Macbook air will runs LR just fine. I've done lots of tethered shooting to it. Also remember that LR performance largely depends on the size of your catalogue. I used to only start a new catalogue every calendar year, but I stopped that nonsense because my performance was taking a serious beating.

And as somebody mentioned, with laptops it's all about the SSD. I'd rather get a slower processor and less RAM than have a classic hard drive (and they put 5400RPM drives in laptops for power savings which makes it even more unbearable. Same goes for those drives they advertise as "green"). SSD makes everything load fast.


----------



## Jamesy (Sep 12, 2012)

sb said:


> Also remember that LR performance largely depends on the size of your catalogue. I used to only start a new catalogue every calendar year, but I stopped that nonsense because my performance was taking a serious beating.


I don't follow. Do you only use one catalog now? Or do you do a new catalog for every new job?


----------



## sb (Sep 13, 2012)

Well I now start a new catalogue every quarter (Q1-Q4). I mean it depends on how much you shoot but quarterly happens to work out perfectly for me because of the volume of pictures that I shoot. Just around the time when my LR starts slowing down, I create a new catalogue and start fresh.

Starting a new one for every job would be an excessive and unnecessary I think.


----------



## Jamesy (Sep 13, 2012)

sb said:


> Well I now start a new catalogue every quarter (Q1-Q4). I mean it depends on how much you shoot but quarterly happens to work out perfectly for me because of the volume of pictures that I shoot. Just around the time when my LR starts slowing down, I create a new catalogue and start fresh.
> 
> Starting a new one for every job would be an excessive and unnecessary I think.



I watched the Jared Platt LR seminar on CreativeLIVE and he does a new one for every job - definetly not my workflow.

How many images do you shoot in a quarter? Do you import and work on the native CR2's or convert to DNG? If the later, you can select to Embed Fast Load Data and it keeps med/lrg Jpeg in the DNG file for the Develop module to use which I have heard can really speed up a workflow.


----------



## sb (Sep 13, 2012)

Mine neither, seems like an overkill. Not to mention that i always work on multiple things at the same time, opening and closing catalogues all the tine would drive me nuts.

I'd have to do some digging to be able to tell you how many files i go through quarterly, i have no idea to be honest. I didn't have a scientific, measurable reason for going with quarterly catalogues, i just eye balled it cause it seemed like a good compromise between performance and convenience, and i'm happy with it ( for now )


----------



## Jamesy (Sep 14, 2012)

The reason I was asking about number of images is because my catalog has about 18,000 images and things are definitely slower than before however I am running on WinXP with 3GB RAM on LR 3.6. Hence the shopping for a new box.

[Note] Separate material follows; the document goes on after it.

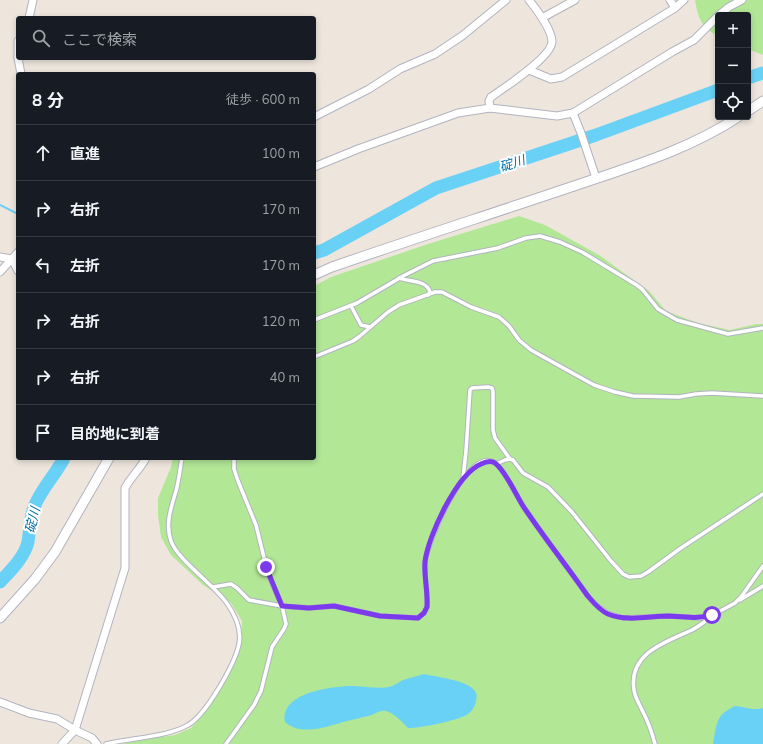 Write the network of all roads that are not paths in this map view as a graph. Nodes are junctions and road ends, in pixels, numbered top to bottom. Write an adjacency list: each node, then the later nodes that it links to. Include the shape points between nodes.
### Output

I can still process my 5D3 files but things are getting sluggish for sure.


----------



## sb (Sep 15, 2012)

Yeah it sounds like it's time for a new catalogue. More powerful box will maybe allow you to push catalogue size a little further, but no matter what hardware you get, eventually you will hit the wall because the resource consumption can go up indefinitely as your catalogue grows. 

I did a little bit of digging and in 2011 alone, I had a total of about 52,000 RAW files in my catalogue (I don't keep any JPEGs in there) , so about 13,000 per quarter roughly. At times, I found even this to be too much for comfortable work, but I'm too lazy to start a new catalogue each month.


----------



## Chewy734 (Sep 15, 2012)

Setazo said:


> *Chewy734*, what file sizes do you throw at your machine? And which PP app do you use?
> I'm considering going the MacBook pro route, so I'm curious about what it can handle...



I use LR4 most of the time. Sometimes Photoshop, sometimes Illustrator (not for PP, but other stuff). I actually use my laptop for complex computational scientific research, so any PP stuff I throw at it is not a problem at all.


----------